Your help is really appreciated! Thank you very much!
Here is my code, I plotted the first 150 samples:
MB_miRNA_processed <- backgroundCorrect(MB_miRNA_processed, method = "normexp", verbose = F)
MB_miRNA_processed <- normalizeBetweenArrays(MB_miRNA_processed, method="quantile")
hist(as.matrix(MB_miRNA_processed), main = "MB_miRNA_hist")
boxplot(MB_miRNA_processed[, 1:150], main="MB_miRNA_boxplot_150samples")
And this is the figure after I used boxplot with outline=F
boxplot(MB_miRNA_processed[, 1:150], main="MB_miRNA_boxplot_150samples", outline=F)
AFTER log2 transformation
MB_miRNA_processed <- backgroundCorrect(MB_miRNA_processed, method = "normexp", verbose = F)
MB_miRNA_processed <- normalizeBetweenArrays(log2(MB_miRNA_processed), method="quantile")

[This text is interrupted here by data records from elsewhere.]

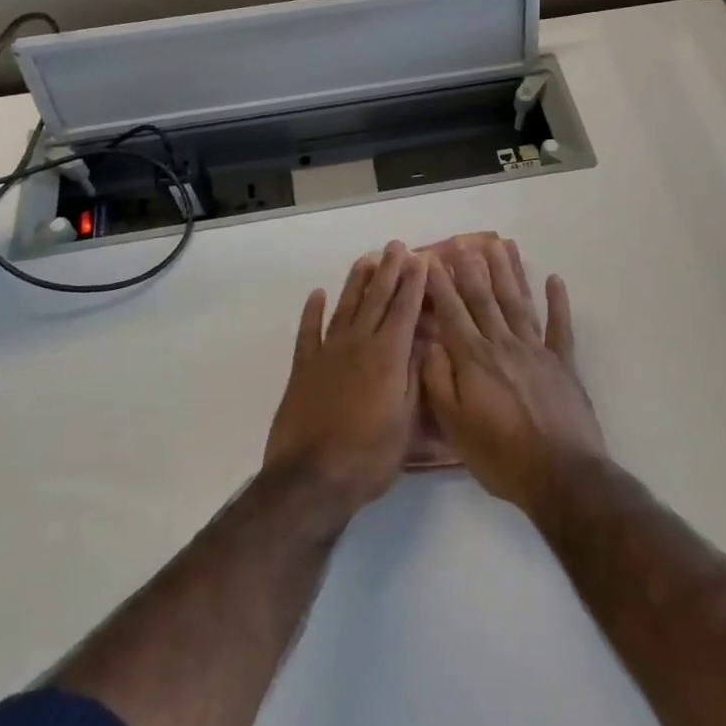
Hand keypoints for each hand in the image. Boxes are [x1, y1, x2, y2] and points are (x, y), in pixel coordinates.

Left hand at [264, 242, 426, 516]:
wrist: (312, 479)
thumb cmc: (369, 456)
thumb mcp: (406, 421)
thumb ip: (414, 377)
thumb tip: (422, 342)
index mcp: (388, 357)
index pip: (404, 311)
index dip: (413, 284)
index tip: (420, 259)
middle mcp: (358, 345)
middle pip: (376, 300)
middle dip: (388, 271)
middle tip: (396, 246)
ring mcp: (327, 354)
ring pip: (345, 308)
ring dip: (356, 282)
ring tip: (366, 259)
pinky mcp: (303, 368)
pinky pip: (308, 332)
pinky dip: (312, 311)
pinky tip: (317, 294)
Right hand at [421, 237, 604, 513]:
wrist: (561, 476)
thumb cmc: (501, 456)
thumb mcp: (455, 426)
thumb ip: (439, 382)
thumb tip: (429, 344)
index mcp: (474, 360)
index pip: (453, 313)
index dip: (441, 286)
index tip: (431, 260)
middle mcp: (504, 345)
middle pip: (485, 299)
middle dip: (472, 269)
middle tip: (464, 241)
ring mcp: (537, 351)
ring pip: (518, 303)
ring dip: (509, 273)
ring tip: (501, 246)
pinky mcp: (564, 364)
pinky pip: (560, 326)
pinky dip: (558, 302)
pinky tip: (555, 280)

hist(as.matrix(MB_miRNA_processed), main = "MB_miRNA_hist")
boxplot(MB_miRNA_processed[, 1:150], main="MB_miRNA_boxplot_150samples", outline=F)
Hi landscape95,
As far i know the METABRIC is a microarray dataset not RNA-seq. The plots are not very clear but what you describe seems ok to me. Have you log2 transformed your data?

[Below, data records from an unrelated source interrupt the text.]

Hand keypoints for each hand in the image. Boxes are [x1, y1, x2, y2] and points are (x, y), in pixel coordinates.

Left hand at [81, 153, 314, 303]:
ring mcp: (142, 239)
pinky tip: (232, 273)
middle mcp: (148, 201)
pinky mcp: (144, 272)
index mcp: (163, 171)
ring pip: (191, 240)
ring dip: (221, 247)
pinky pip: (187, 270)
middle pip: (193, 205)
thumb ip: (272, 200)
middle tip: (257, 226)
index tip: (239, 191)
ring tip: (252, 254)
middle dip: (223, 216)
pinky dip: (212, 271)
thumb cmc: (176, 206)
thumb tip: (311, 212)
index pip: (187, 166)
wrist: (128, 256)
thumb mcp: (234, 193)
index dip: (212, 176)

Yes, it is a microarray expression dataset, I haven't log2 transformed my data. What's your opinion?
I think Kevin is right - maybe sharing the commands you used would be useful. I would plot the log2 normalised expression in the box plot and maybe check how it looks before and after normalisation as well.

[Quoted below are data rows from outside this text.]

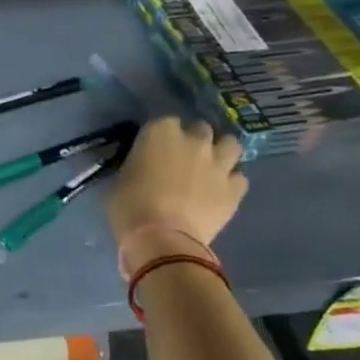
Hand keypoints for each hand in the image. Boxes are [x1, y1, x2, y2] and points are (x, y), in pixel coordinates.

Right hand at [105, 117, 247, 266]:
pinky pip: (239, 178)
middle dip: (194, 140)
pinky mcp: (235, 189)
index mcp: (160, 132)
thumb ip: (136, 165)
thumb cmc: (129, 206)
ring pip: (231, 144)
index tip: (155, 148)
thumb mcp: (120, 178)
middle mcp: (194, 140)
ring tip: (211, 167)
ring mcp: (218, 163)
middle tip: (184, 157)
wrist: (161, 238)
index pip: (165, 121)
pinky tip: (220, 192)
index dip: (161, 135)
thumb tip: (141, 168)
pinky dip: (231, 183)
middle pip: (201, 128)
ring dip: (221, 153)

METABRIC, as in, the breast cancer cohort? Can you confirm the array type and also the commands that you have used?
It does and does not look normalised. There are tonnes of outliers in your box-and-whisker plot on the right, but I don't know if that's just because you are using a large point size. You can avoid plotting outliers by using
outline=FALSE
in the boxplotfunction()
. This would just help to improve visualisation for checking everything.Hi @Kevin, thank you! I have updated the information above
Going by your variable name, this is the METABRIC micro-RNA data, right? - it's not all mRNA species? The profile still looks odd. I don't know what Matina thinks.
Can you confirm the exact source (website)?
Hi Matina, thank you, I have updated the information above.